Heureusement, Beigong Minhao n'est pas tombé et a gardé le dos droit.

Après avoir tourné au coin de la rue, sachant qu'ils le suivaient mais ne le verraient pas, Beigong Minhao trembla en sortant une petite bouteille de sa poche, en versa une pilule qu'il avala, puis remit nerveusement la bouteille dans sa poche.

Se retournant, voyant les deux hommes le suivre d'un air interrogateur, Beigong Minhao détourna le regard, ferma légèrement les yeux et pénétra lentement dans la pièce intérieure. Il ignorait l'effort qu'il lui avait fallu pour prendre cette décision, il ne savait même plus quand il s'était endormi la nuit dernière, mais s'il laissait passer cette occasion, elle serait définitivement perdue.

Beigong Minhao lui donnera l'opportunité de choisir.

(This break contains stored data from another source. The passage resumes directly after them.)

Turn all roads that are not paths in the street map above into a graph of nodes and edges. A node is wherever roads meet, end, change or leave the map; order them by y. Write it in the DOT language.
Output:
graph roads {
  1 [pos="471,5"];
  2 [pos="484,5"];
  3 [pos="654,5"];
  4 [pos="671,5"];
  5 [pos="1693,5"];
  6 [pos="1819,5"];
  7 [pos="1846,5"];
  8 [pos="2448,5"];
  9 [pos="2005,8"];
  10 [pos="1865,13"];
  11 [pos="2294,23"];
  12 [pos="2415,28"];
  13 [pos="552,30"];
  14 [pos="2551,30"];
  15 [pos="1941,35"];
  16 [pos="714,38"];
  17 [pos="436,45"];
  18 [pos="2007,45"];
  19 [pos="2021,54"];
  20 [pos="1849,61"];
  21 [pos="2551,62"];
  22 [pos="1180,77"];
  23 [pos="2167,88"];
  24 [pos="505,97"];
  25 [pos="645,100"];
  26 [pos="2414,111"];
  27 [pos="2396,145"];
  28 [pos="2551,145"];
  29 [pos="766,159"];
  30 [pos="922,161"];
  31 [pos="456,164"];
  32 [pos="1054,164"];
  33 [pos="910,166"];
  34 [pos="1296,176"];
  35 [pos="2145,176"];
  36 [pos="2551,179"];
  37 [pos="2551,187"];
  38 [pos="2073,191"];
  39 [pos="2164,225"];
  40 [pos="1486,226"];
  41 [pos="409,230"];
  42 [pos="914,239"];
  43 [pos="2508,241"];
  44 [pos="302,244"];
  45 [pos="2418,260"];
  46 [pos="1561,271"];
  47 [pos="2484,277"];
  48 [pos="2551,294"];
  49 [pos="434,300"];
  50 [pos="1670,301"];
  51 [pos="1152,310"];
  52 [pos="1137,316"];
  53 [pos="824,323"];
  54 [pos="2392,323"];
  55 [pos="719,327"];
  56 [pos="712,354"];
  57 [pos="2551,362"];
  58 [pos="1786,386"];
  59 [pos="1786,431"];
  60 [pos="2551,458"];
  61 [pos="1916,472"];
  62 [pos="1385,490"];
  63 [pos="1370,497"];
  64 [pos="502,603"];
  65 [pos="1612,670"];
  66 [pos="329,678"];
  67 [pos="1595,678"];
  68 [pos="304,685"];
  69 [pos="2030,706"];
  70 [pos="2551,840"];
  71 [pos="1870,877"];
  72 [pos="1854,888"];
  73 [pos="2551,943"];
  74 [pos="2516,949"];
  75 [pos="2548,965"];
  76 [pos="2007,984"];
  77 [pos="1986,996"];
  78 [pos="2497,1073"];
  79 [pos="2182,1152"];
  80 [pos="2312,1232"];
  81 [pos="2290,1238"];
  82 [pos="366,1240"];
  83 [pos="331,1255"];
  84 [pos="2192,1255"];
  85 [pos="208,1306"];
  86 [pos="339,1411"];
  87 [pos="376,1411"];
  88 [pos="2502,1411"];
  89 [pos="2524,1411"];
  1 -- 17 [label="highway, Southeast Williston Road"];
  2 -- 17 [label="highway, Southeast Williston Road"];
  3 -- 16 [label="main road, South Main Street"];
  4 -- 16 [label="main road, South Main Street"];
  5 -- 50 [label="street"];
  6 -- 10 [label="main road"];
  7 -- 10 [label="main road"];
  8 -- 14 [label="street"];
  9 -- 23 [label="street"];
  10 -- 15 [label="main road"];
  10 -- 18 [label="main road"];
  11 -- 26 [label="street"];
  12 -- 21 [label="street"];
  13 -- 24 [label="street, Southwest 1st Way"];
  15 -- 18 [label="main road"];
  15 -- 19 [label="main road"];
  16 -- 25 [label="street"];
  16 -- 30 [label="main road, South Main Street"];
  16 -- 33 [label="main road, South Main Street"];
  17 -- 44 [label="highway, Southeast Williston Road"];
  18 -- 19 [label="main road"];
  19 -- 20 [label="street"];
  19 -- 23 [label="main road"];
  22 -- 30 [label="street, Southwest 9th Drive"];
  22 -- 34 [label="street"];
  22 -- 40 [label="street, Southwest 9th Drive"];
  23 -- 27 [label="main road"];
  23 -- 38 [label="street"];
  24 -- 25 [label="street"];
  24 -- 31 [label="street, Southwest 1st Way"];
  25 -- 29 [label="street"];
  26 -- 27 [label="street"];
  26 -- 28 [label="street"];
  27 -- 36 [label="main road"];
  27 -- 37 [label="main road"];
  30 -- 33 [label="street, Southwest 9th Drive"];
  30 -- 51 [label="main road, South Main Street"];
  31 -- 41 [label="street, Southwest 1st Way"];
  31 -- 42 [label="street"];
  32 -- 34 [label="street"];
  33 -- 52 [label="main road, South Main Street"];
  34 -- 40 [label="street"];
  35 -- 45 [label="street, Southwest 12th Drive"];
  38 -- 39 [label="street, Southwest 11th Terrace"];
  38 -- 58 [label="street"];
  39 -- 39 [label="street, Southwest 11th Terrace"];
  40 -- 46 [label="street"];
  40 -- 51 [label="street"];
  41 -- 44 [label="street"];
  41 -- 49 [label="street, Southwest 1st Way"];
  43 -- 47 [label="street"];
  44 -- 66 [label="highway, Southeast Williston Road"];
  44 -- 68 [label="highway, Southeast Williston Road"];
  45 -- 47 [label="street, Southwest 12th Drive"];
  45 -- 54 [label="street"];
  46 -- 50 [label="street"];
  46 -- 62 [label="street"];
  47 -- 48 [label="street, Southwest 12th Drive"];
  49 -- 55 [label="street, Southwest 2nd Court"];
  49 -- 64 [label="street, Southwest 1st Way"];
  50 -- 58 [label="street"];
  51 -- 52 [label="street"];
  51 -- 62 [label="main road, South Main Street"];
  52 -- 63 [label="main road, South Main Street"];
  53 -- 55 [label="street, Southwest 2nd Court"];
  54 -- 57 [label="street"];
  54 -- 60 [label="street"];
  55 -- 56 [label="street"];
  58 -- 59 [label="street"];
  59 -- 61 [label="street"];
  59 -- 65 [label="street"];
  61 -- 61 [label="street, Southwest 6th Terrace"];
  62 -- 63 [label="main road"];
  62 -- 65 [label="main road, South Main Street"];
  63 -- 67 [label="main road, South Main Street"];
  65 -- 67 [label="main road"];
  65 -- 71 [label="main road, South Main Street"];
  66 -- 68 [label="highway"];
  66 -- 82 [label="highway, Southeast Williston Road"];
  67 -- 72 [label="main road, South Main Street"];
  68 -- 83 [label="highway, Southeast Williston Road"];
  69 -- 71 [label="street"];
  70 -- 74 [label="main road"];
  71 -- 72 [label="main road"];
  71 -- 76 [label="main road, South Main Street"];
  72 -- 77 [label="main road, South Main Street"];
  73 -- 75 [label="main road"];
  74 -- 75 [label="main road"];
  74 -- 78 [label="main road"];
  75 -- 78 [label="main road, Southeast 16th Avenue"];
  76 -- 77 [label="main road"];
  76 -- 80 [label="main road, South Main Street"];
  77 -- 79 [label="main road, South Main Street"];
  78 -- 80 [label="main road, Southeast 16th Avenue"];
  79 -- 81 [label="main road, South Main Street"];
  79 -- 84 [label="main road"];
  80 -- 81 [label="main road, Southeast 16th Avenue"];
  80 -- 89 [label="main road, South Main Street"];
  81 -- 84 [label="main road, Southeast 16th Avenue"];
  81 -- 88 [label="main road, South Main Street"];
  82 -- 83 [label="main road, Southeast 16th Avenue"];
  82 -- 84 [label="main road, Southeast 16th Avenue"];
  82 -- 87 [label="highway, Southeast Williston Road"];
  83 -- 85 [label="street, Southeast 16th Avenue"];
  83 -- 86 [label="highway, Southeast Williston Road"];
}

Beigong Minhao était assis à table. Sur la table était posé du vin de prune, et à côté de lui se trouvait une jarre de vin de fleurs fin, ainsi qu'une variété de mets. Le repas était copieux et coloré.

Nan Xuzong et Ji Wushang étaient assis l'un en face de l'autre, comme il y a quelques jours.

Bei Gong Minhao commença à leur servir à boire, s'efforçant de ne pas les regarder, réprimant au maximum ses émotions. Mais il savait qu'il était toujours Bei Gong Minhao, et il devait rester ce Bei Gong Minhao !

Il espérait que ce serait la dernière fois qu'il se forcerait à faire quelque chose pour eux, mais il savait que si d'autres tâches lui étaient confiées à l'avenir, il les aiderait toujours à les accomplir !

Oui, on ne peut se tromper soi-même ; Beigong Minhao a toujours agi selon son propre cœur.